**TO DO**
The count of lines below that include the string "roads" is the whole answer; write it alone.

---------- MATERIAL FOR THE TASK

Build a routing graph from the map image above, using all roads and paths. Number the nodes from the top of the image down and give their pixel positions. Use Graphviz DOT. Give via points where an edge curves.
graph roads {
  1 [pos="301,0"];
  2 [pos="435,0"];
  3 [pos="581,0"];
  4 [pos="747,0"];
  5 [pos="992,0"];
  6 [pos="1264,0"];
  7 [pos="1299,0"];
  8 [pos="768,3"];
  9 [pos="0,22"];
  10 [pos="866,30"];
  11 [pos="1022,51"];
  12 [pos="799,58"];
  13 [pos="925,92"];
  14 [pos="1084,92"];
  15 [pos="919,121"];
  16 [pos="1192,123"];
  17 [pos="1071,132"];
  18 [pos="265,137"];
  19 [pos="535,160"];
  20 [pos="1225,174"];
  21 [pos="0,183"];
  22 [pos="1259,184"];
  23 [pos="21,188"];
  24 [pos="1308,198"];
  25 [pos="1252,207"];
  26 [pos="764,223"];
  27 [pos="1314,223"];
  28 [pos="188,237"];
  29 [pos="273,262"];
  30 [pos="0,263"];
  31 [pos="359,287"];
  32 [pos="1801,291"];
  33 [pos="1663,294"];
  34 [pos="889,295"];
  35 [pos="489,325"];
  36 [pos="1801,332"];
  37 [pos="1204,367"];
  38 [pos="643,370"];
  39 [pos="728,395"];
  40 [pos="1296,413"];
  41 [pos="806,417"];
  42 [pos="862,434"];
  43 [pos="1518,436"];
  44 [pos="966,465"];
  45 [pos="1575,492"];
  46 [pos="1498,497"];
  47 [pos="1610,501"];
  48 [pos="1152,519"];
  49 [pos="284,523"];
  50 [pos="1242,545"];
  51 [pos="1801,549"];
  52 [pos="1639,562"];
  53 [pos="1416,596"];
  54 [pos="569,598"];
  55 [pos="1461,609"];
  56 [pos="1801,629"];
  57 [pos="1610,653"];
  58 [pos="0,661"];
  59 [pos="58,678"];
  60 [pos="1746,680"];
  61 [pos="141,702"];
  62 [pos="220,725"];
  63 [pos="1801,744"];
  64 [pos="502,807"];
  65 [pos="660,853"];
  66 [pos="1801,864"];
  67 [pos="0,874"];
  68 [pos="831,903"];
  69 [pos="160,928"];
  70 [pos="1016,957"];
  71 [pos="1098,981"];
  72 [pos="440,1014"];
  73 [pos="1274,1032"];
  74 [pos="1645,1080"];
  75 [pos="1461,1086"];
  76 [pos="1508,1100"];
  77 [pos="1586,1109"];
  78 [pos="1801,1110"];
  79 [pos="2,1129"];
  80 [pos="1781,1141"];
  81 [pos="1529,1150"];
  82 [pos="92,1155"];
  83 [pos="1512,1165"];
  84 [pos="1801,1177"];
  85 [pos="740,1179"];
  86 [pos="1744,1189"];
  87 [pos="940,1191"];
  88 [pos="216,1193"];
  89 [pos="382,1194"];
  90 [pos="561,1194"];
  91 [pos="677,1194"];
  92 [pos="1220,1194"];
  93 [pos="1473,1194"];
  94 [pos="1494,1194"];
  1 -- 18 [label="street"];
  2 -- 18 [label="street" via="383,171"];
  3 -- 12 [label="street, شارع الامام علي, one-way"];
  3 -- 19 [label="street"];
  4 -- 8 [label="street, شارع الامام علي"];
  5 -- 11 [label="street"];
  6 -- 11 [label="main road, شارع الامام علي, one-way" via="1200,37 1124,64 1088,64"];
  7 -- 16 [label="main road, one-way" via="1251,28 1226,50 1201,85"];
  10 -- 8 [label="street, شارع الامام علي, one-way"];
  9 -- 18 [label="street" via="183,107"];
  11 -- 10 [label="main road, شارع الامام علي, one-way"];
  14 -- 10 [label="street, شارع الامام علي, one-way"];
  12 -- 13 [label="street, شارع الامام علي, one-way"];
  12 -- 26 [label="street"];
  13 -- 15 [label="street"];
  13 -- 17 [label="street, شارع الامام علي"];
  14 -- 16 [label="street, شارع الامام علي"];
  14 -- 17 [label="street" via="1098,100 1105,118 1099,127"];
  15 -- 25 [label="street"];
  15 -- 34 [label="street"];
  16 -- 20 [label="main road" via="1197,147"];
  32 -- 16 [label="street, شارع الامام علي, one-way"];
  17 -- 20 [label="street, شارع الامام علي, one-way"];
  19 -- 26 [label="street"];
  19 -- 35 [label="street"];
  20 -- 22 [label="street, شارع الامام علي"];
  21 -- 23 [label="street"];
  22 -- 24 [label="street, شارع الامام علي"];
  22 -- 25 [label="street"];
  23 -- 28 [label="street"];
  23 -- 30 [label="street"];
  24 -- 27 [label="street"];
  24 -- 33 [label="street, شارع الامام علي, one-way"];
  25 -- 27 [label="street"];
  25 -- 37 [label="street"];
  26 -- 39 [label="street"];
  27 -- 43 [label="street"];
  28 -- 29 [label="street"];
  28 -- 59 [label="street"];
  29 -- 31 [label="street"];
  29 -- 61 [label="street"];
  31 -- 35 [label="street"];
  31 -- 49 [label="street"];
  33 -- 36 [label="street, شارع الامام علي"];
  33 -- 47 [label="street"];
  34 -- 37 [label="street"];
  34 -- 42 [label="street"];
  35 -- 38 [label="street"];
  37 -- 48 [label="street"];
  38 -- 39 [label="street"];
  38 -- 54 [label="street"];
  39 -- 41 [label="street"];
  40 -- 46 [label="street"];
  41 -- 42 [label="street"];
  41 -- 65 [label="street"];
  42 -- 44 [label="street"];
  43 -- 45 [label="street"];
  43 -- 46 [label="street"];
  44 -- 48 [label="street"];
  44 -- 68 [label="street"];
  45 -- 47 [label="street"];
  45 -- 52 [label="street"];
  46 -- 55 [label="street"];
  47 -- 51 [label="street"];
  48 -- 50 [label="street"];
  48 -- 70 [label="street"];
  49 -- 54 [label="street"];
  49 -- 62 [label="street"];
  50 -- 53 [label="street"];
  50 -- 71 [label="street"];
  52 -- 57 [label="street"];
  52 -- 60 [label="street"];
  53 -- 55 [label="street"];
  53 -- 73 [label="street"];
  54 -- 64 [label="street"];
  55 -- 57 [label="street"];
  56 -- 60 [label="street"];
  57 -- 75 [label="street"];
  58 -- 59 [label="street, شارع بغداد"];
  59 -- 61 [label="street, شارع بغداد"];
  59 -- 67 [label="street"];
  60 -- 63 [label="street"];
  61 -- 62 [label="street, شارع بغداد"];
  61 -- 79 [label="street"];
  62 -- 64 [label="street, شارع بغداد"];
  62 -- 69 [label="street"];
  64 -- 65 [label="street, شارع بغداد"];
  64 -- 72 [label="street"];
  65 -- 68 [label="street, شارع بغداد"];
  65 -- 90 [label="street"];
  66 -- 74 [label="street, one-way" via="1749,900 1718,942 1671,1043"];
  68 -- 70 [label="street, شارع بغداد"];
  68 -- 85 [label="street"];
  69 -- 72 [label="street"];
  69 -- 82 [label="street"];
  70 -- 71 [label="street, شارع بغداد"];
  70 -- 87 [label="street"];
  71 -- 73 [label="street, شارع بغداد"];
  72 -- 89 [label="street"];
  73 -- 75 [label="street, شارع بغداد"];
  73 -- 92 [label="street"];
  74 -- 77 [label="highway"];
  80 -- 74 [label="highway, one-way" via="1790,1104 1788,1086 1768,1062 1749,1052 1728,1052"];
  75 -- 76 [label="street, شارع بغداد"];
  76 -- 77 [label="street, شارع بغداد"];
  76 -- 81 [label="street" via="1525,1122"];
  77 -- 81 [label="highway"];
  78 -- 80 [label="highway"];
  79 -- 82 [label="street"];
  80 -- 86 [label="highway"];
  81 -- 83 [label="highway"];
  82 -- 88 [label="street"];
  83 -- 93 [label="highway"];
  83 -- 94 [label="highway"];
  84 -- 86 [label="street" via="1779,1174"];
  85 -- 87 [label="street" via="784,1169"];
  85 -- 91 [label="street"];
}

--------------------

**TASK SOLUTION**
2